Majority Decision in Kisor v Wilkie
The Court held that Auer and Seminole Rock are not overruled. “None of his arguments provide good reason to doubt Auer deference,” Justice Elena Kagan wrote. “And even if that were not so, Kisor does not offer the kind of special justification needed to overrule Auer, and Seminole Rock, and all our many other decisions deferring to reasonable agency constructions of ambiguous rules.”
While the Court upheld the Auer doctrine, it took great pains to emphasize its limits. Justice Kagan wrote:
[W]e agree with Kisor that administrative law doctrines must take account of the far-reaching influence of agencies and the opportunities such power carries for abuse. That is one reason we have taken care today to reinforce the limits of Auer deference, and to emphasize the critical role courts retain in interpreting rules. But it is no answer to the growth of agencies for courts to take over their expertise-based, policymaking functions.
First, the Court highlighted that the possibility of deference can arise only if a regulation is genuinely ambiguous. “If uncertainty does not exist, there is no plausible reason for deference. The regulation then just means what it means—and the court must give it effect, as the court would any law,” Justice Kagan wrote. “Otherwise said, the core theory of Auer deference is that sometimes the law runs out, and policy-laden choice is what is left over. But if the law gives an answer—if there is only one reasonable construction of a regulation—then a court has no business deferring to any other reading, no matter how much the agency insists it would make more sense.”

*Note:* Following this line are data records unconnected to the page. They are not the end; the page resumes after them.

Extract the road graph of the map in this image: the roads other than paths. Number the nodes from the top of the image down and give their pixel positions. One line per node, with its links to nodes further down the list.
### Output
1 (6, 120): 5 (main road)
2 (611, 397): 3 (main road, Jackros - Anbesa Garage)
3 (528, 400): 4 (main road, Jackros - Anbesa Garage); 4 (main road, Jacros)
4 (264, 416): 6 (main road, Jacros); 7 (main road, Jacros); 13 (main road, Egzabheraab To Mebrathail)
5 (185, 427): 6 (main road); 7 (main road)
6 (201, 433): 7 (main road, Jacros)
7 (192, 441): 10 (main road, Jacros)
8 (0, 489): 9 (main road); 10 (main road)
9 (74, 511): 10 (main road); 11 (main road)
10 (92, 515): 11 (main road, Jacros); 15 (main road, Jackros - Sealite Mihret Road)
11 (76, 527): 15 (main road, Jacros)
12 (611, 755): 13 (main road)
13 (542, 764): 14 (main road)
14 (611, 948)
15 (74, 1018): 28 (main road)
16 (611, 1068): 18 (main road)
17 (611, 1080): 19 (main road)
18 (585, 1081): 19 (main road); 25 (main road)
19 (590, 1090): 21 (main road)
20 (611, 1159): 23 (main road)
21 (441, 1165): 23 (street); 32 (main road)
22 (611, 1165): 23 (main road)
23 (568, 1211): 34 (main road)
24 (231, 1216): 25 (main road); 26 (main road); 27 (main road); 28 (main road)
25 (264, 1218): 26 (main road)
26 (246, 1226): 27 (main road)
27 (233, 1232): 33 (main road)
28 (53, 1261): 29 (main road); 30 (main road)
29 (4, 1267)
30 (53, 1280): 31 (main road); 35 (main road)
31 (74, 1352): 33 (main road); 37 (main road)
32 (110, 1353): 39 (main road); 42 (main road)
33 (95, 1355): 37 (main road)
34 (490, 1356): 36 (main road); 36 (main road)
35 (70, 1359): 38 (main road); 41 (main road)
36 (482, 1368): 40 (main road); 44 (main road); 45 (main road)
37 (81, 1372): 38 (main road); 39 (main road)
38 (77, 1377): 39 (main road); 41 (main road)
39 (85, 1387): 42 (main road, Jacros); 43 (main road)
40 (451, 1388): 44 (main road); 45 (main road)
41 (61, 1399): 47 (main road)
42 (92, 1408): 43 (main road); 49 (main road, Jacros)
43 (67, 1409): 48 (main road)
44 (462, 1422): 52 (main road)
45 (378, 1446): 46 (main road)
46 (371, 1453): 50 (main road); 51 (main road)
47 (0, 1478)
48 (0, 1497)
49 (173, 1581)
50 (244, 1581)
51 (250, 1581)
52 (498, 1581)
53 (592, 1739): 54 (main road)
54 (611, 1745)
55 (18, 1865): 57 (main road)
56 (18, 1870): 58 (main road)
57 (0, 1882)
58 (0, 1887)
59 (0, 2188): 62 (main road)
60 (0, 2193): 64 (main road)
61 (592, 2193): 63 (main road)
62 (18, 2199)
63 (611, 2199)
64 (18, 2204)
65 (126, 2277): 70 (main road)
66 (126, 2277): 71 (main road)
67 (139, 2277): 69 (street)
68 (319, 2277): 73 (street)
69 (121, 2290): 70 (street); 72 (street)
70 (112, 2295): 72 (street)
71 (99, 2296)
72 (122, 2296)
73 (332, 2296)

Next, the Court emphasized that not every reasonable agency reading of a genuinely ambiguous rule should receive Auer deference. Rather, in applying Auer, a court must make an independent inquiry into whether the character and context of the agency interpretation entitles it to controlling weight.
“To begin with, the regulatory interpretation must be one actually made by the agency. In other words, it must be the agency’s ‘authoritative’ or ‘official position,’ rather than any more ad hoc statement not reflecting the agency’s views,” Justice Kagan explained. She added that the agency’s interpretation must in some way implicate its substantive expertise, noting that “[w]hen the agency has no comparative expertise in resolving a regulatory ambiguity, Congress presumably would not grant it that authority.”

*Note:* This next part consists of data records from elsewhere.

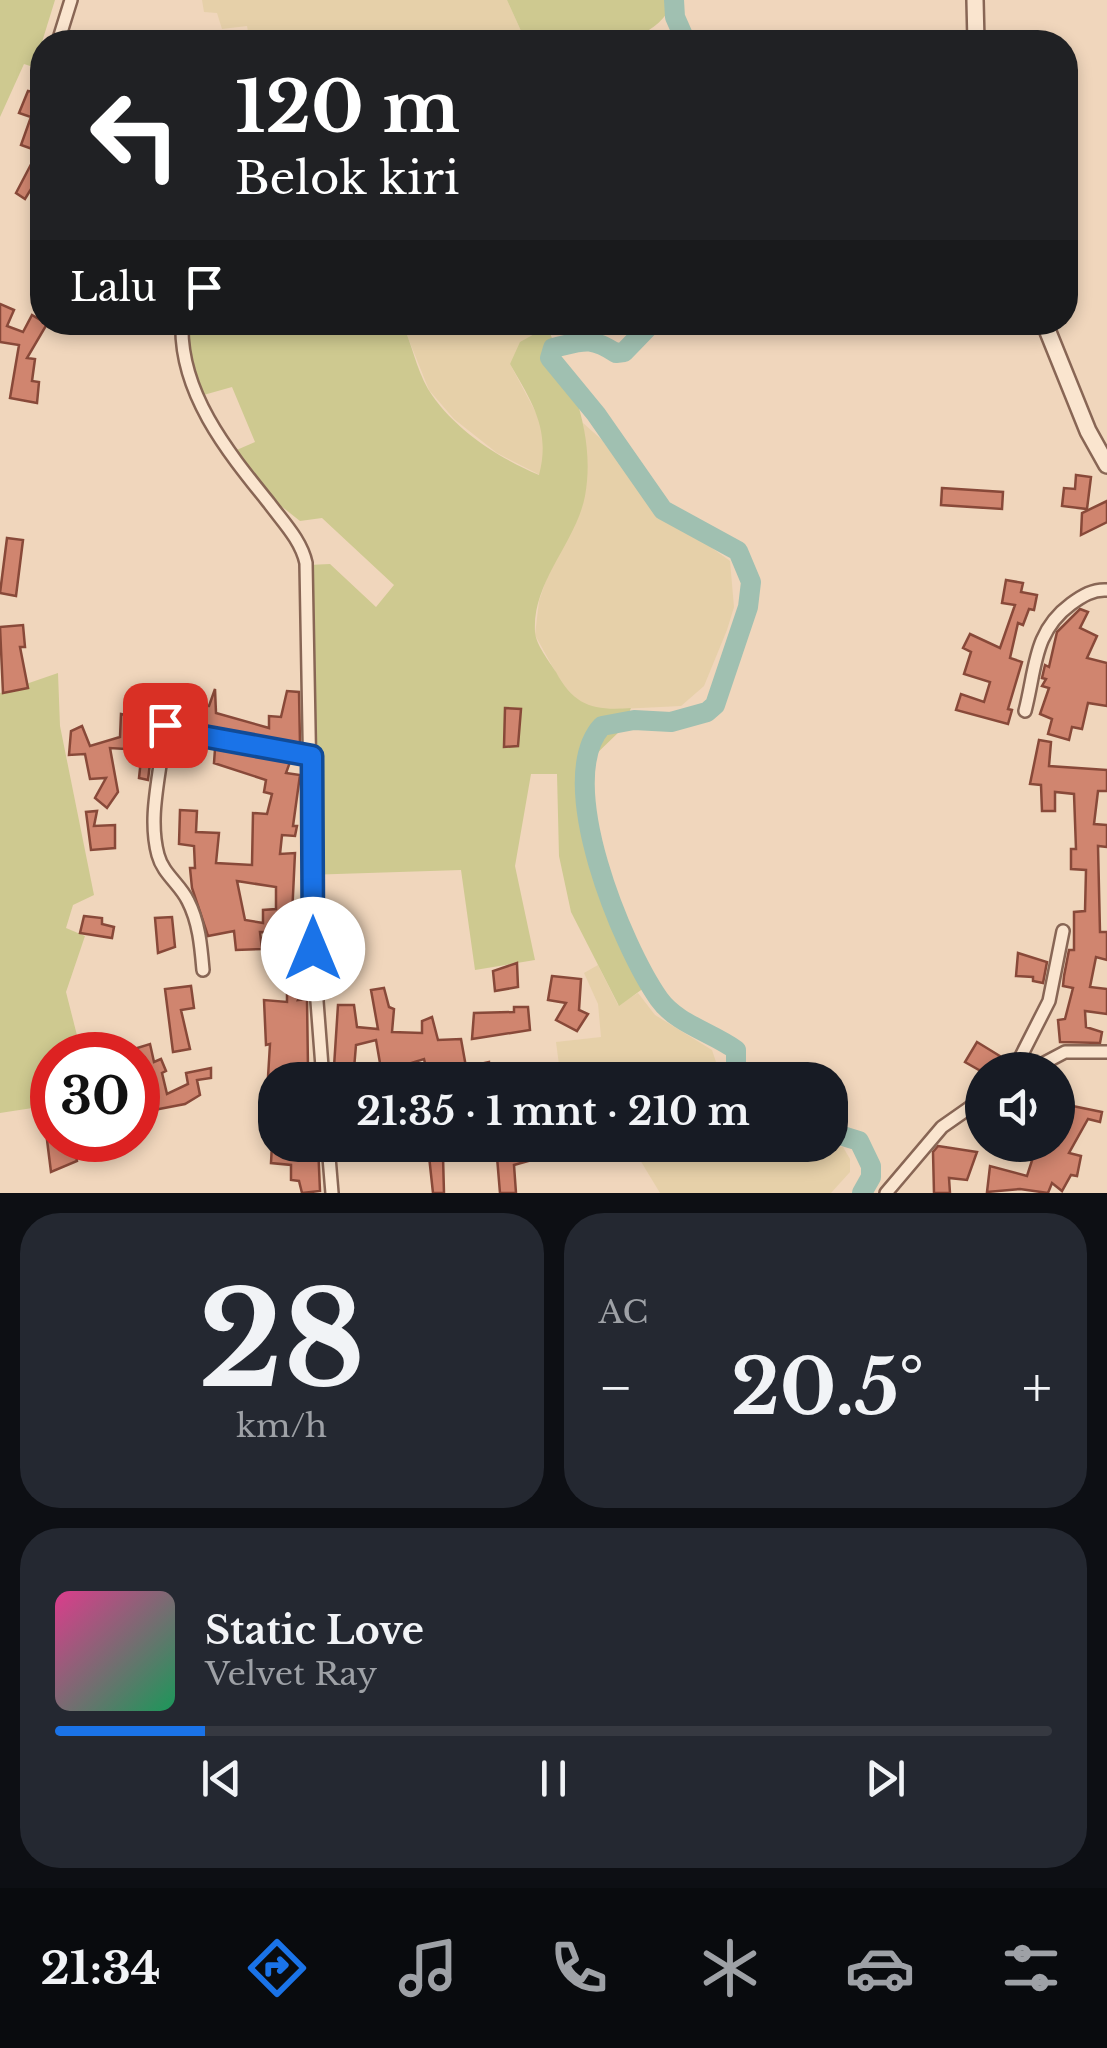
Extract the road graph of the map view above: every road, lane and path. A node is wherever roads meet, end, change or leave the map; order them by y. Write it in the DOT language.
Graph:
graph roads {
  1 [pos="71,0"];
  2 [pos="975,0"];
  3 [pos="62,30"];
  4 [pos="976,30"];
  5 [pos="182,335"];
  6 [pos="1049,335"];
  7 [pos="1107,465"];
  8 [pos="1107,590"];
  9 [pos="168,700"];
  10 [pos="1025,711"];
  11 [pos="164,729"];
  12 [pos="312,756"];
  13 [pos="1062,932"];
  14 [pos="203,970"];
  15 [pos="1023,1052"];
  16 [pos="1075,1052"];
  17 [pos="1107,1052"];
  18 [pos="322,1062"];
  19 [pos="965,1111"];
  20 [pos="329,1162"];
  21 [pos="332,1193"];
  22 [pos="886,1193"];
  1 -- 3 [label="street"];
  2 -- 4 [label="street"];
  5 -- 12 [label="street"];
  6 -- 7 [label="street"];
  8 -- 10 [label="street"];
  9 -- 11 [label="street"];
  11 -- 12 [label="street"];
  11 -- 14 [label="street"];
  12 -- 18 [label="street"];
  13 -- 15 [label="street"];
  16 -- 17 [label="street"];
  19 -- 22 [label="street"];
  20 -- 21 [label="street"];
}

Finally, an agency’s reading of a rule must reflect “fair and considered judgment” to receive Auer deference. As Justice Kagan explained, this means that a court should decline to defer to a merely “convenient litigating position” or “post hoc rationalizatio[n] advanced” to “defend past agency action against attack.”

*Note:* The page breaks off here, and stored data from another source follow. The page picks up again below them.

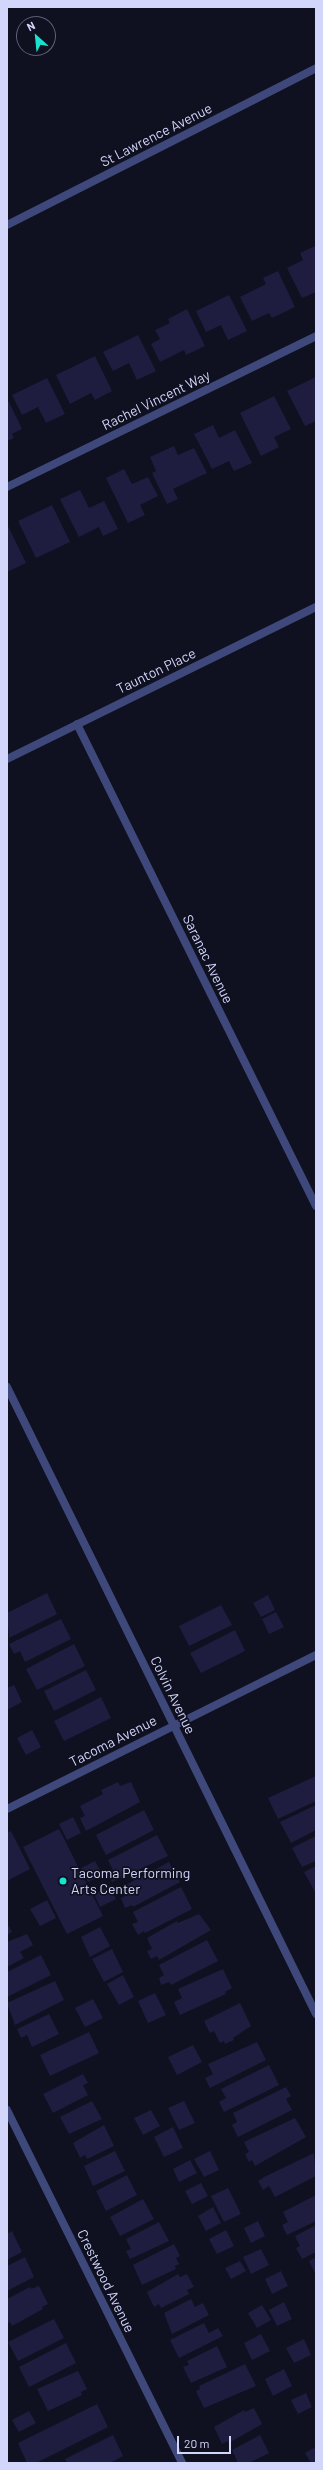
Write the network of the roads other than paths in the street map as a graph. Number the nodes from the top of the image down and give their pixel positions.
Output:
1 (316, 68) edge
2 (7, 225) edge
3 (316, 336) edge
4 (7, 487) edge
5 (316, 607) edge
6 (77, 724) junction
7 (7, 759) edge
8 (316, 1206) edge
9 (7, 1387) edge
10 (316, 1655) edge
11 (173, 1725) junction
12 (7, 1809) edge
13 (316, 2014) edge
14 (7, 2110) edge
15 (182, 2463) edge

1 - 2 street, St Lawrence Avenue
3 - 4 street, Rachel Vincent Way
5 - 6 street, Taunton Place
6 - 7 street, Taunton Place
6 - 8 street, Saranac Avenue
9 - 11 street, Colvin Avenue
10 - 11 street, Tacoma Avenue
11 - 12 street, Tacoma Avenue
11 - 13 street, Colvin Avenue
14 - 15 street, Crestwood Avenue

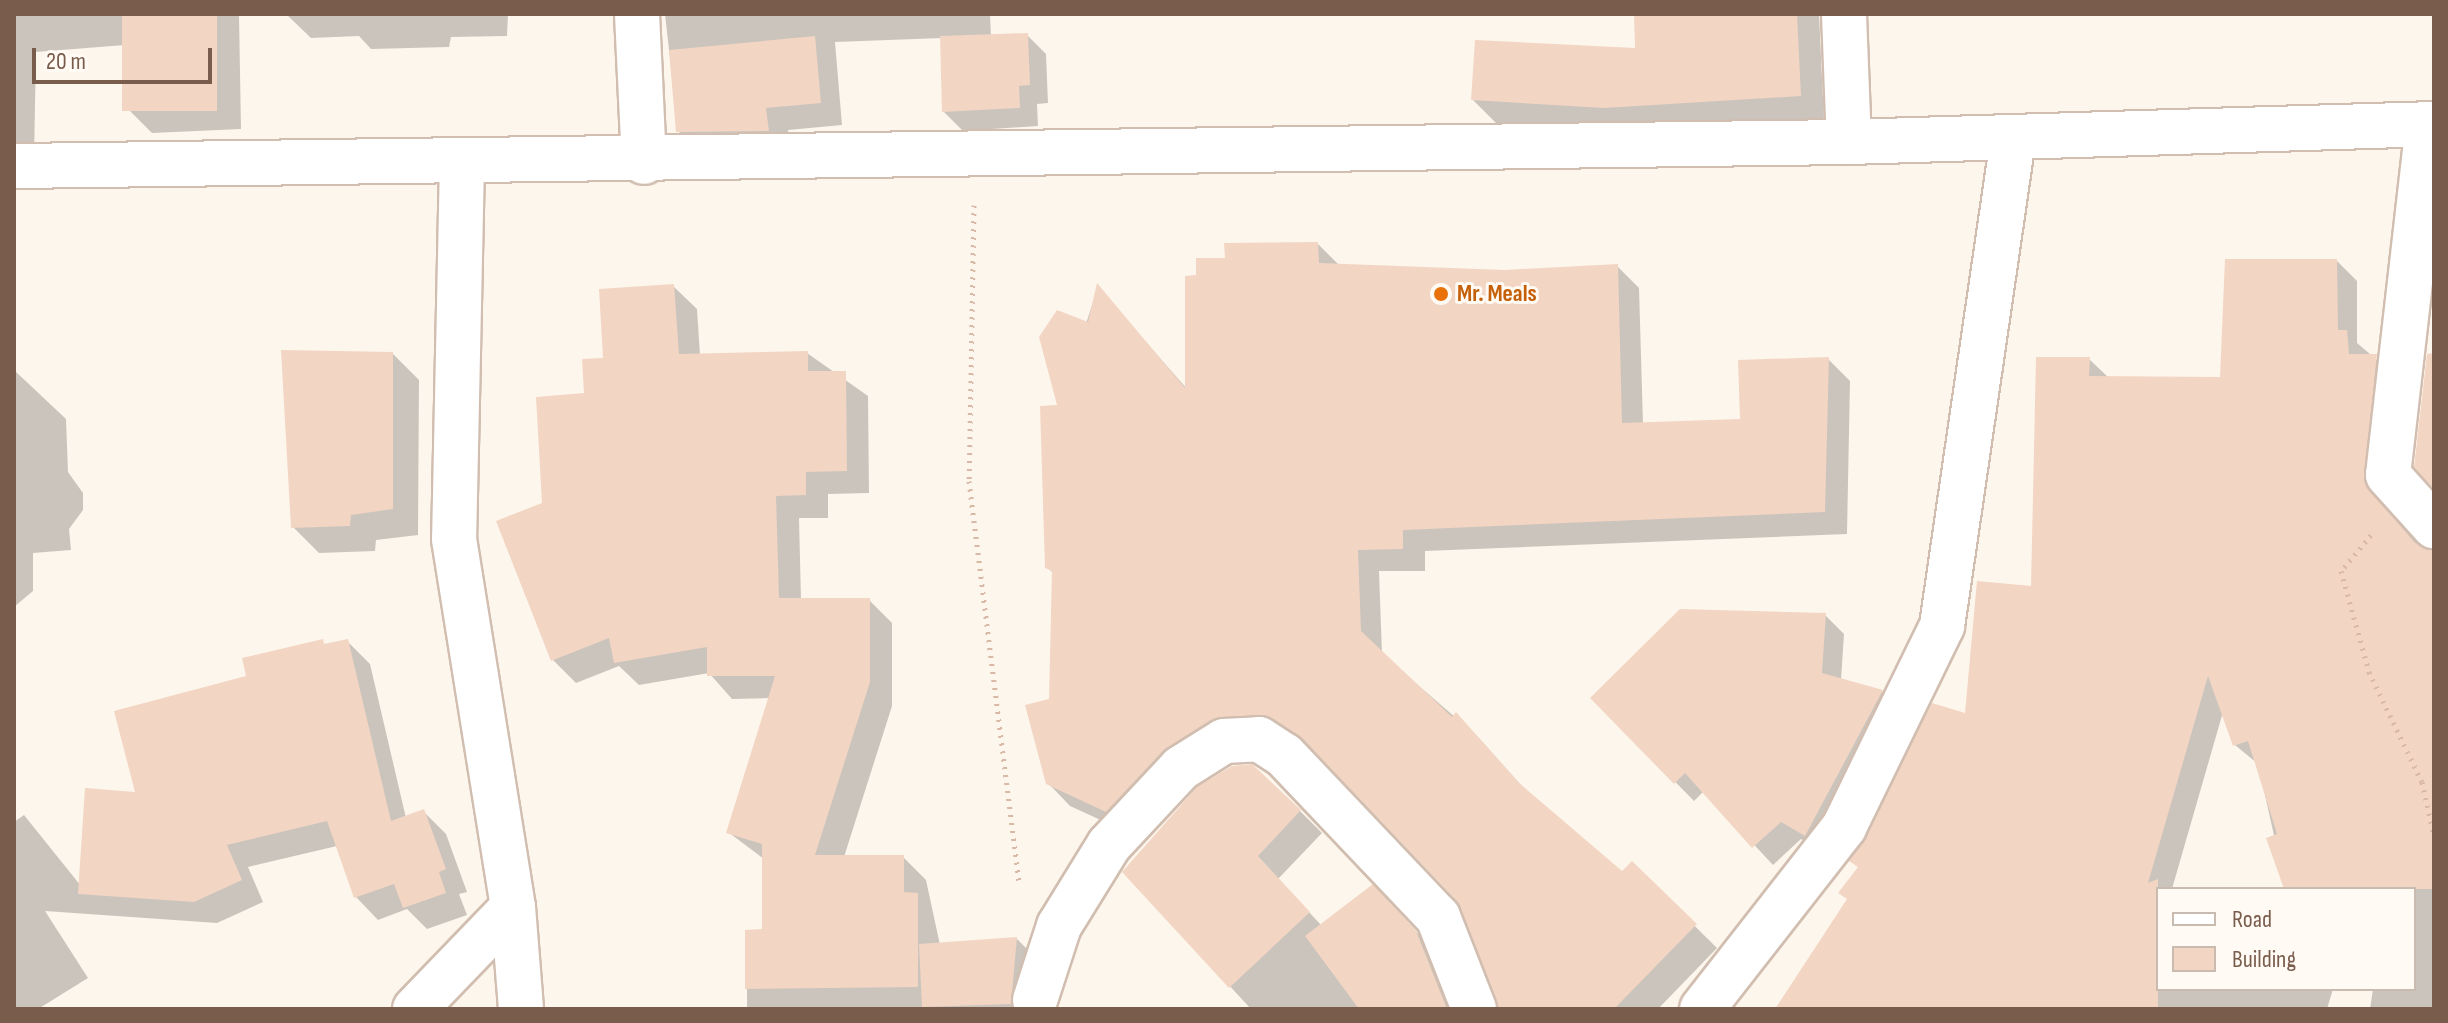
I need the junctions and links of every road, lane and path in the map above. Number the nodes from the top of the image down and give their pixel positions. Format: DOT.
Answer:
graph roads {
  1 [pos="637,14"];
  2 [pos="1844,14"];
  3 [pos="2431,124"];
  4 [pos="2013,139"];
  5 [pos="1849,142"];
  6 [pos="975,156"];
  7 [pos="462,162"];
  8 [pos="644,162"];
  9 [pos="14,166"];
  10 [pos="2388,475"];
  11 [pos="2434,526"];
  12 [pos="2434,836"];
  13 [pos="1020,889"];
  14 [pos="513,907"];
  15 [pos="1035,1000"];
  16 [pos="415,1009"];
  17 [pos="521,1009"];
  18 [pos="1474,1009"];
  19 [pos="1702,1009"];
  1 -- 8 [label="street"];
  2 -- 5 [label="street"];
  3 -- 4 [label="street"];
  3 -- 10 [label="street"];
  4 -- 5 [label="street"];
  4 -- 19 [label="street"];
  5 -- 6 [label="street"];
  6 -- 8 [label="street"];
  6 -- 13 [label="path"];
  7 -- 8 [label="street"];
  7 -- 9 [label="street"];
  7 -- 14 [label="street"];
  10 -- 11 [label="street"];
  10 -- 12 [label="path"];
  14 -- 16 [label="street"];
  14 -- 17 [label="street"];
  15 -- 18 [label="street"];
}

With regard to Kisor’s claim for benefits, the Court remanded the case. Applying the principles articulated in its decision, the Court concluded that the Federal Circuit jumped the gun in declaring the regulation ambiguous and also assumed too fast that Auer deference should apply in the event of genuine ambiguity.
Writing separately, Chief Justice John Roberts noted that in the wake ofKisor, “the cases in whichAuerdeference is warranted largely overlap with the cases in which it would be unreasonable for a court not to be persuaded by an agency’s interpretation of its own regulation.”